- [Work required]:
Filter out every line below that lacks "roads", and copy the rest.

- [Entries supplied]:

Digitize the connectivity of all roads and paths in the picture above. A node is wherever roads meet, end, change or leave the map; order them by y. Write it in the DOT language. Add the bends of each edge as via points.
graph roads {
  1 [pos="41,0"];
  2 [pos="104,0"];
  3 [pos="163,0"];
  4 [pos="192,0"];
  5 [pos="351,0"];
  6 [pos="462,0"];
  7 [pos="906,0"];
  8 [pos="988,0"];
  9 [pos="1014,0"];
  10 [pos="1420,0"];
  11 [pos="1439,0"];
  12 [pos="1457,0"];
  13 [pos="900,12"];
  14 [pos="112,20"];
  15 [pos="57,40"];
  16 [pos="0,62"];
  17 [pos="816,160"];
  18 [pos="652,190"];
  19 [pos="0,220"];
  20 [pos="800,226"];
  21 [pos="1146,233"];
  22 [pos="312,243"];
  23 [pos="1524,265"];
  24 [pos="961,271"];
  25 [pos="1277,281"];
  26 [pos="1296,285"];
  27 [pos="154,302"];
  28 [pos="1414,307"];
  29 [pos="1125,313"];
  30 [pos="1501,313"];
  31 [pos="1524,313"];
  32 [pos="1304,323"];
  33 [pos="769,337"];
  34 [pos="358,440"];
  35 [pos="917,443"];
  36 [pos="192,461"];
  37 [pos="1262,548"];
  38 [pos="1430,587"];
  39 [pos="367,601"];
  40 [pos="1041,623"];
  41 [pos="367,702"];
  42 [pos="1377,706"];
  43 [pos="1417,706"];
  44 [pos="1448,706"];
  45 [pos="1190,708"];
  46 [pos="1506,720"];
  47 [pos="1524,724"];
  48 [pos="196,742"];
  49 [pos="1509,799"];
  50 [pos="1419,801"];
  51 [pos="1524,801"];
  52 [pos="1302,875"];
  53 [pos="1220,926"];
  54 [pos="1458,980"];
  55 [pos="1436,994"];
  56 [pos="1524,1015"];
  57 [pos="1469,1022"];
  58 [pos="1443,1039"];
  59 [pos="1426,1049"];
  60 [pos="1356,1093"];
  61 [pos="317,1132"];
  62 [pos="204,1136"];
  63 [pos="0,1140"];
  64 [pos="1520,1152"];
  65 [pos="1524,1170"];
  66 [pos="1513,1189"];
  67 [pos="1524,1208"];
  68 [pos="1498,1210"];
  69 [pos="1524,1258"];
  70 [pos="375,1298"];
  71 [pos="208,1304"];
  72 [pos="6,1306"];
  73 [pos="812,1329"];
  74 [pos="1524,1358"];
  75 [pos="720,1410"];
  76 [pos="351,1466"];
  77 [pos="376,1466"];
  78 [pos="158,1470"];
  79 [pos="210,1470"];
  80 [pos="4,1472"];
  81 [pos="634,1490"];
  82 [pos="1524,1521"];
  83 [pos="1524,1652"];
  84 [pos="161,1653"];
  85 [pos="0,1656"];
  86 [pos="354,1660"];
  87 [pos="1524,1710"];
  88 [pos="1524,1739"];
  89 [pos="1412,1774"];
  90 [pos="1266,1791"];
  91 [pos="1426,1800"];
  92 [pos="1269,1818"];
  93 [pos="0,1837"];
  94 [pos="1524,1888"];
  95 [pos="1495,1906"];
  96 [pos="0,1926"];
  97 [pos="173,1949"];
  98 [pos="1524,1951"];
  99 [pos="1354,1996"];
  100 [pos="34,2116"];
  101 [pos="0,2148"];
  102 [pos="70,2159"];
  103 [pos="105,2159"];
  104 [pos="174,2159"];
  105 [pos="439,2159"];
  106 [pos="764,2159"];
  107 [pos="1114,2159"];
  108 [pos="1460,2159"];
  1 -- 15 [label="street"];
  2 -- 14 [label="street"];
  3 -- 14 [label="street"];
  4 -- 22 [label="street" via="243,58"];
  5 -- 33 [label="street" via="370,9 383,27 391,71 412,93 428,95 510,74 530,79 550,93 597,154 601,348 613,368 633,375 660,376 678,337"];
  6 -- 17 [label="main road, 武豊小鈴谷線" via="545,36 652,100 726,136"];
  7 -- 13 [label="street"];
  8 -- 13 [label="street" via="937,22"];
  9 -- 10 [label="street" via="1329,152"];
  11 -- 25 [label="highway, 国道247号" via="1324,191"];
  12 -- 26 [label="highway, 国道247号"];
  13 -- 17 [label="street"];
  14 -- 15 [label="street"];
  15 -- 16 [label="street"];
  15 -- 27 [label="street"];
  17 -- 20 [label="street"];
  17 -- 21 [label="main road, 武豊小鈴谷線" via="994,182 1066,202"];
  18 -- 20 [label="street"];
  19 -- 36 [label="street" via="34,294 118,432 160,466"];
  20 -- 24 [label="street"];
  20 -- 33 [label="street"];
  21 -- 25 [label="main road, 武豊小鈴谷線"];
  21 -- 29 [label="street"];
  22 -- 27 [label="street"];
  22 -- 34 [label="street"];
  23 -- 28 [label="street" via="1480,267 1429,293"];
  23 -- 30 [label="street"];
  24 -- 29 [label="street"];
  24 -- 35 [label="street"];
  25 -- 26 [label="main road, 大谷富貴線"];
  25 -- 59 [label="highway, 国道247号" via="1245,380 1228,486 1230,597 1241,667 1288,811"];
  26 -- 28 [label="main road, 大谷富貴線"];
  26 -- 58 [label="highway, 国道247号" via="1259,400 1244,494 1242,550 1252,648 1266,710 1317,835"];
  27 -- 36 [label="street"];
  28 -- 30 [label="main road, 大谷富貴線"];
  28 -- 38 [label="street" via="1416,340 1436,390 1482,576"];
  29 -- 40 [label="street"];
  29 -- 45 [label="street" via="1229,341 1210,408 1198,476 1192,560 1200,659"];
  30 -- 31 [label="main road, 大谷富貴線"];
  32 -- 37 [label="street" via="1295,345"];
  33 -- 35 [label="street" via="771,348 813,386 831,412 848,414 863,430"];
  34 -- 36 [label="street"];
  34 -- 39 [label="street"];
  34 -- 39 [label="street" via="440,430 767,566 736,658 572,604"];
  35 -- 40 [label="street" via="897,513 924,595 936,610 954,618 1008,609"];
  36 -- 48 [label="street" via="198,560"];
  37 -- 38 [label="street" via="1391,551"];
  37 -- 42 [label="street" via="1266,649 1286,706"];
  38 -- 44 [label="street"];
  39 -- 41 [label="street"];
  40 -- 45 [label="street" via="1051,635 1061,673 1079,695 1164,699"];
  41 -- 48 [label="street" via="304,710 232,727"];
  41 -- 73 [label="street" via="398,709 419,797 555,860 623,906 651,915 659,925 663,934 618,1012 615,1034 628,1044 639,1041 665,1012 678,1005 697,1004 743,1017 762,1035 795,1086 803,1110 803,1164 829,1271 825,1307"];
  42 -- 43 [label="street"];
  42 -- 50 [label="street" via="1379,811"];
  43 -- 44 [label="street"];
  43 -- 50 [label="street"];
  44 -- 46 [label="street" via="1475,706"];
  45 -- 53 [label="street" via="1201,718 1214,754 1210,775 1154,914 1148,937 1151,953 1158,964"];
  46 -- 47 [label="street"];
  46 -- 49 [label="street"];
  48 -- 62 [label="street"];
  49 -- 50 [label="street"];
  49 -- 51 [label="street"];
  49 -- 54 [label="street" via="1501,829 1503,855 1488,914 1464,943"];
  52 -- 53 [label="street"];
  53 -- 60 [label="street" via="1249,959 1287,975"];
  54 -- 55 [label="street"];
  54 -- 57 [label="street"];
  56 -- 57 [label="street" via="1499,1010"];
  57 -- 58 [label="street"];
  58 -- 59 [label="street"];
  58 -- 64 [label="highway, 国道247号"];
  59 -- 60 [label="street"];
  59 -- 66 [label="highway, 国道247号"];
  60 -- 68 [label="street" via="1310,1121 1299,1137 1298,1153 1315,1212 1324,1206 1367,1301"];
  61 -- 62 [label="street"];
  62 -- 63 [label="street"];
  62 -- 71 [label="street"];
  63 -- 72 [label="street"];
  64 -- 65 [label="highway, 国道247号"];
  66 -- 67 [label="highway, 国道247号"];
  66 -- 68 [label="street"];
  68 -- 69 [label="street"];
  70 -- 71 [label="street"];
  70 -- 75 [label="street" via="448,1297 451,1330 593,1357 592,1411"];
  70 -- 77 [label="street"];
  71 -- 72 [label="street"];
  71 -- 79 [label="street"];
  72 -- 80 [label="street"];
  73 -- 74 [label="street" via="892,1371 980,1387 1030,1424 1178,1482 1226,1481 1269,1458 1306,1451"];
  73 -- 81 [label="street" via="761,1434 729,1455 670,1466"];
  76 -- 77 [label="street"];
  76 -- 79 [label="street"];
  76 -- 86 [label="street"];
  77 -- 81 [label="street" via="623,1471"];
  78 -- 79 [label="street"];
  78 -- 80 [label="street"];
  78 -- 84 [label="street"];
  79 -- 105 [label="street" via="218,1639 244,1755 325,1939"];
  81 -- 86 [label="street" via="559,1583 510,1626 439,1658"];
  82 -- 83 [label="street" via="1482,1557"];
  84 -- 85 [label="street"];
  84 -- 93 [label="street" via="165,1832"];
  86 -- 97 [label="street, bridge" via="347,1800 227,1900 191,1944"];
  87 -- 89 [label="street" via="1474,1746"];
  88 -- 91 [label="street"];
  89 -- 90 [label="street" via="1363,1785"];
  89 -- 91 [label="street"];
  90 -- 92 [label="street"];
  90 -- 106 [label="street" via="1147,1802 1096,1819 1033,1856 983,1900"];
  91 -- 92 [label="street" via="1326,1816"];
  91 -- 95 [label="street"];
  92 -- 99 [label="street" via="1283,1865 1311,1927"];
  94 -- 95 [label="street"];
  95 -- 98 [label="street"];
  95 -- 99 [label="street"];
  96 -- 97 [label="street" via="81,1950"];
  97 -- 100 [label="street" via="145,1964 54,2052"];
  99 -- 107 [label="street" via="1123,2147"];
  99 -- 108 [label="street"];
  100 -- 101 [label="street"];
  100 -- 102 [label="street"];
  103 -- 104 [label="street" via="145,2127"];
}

- [Written response]:
Digitize the connectivity of all roads and paths in the picture above. A node is wherever roads meet, end, change or leave the map; order them by y. Write it in the DOT language. Add the bends of each edge as via points.
graph roads {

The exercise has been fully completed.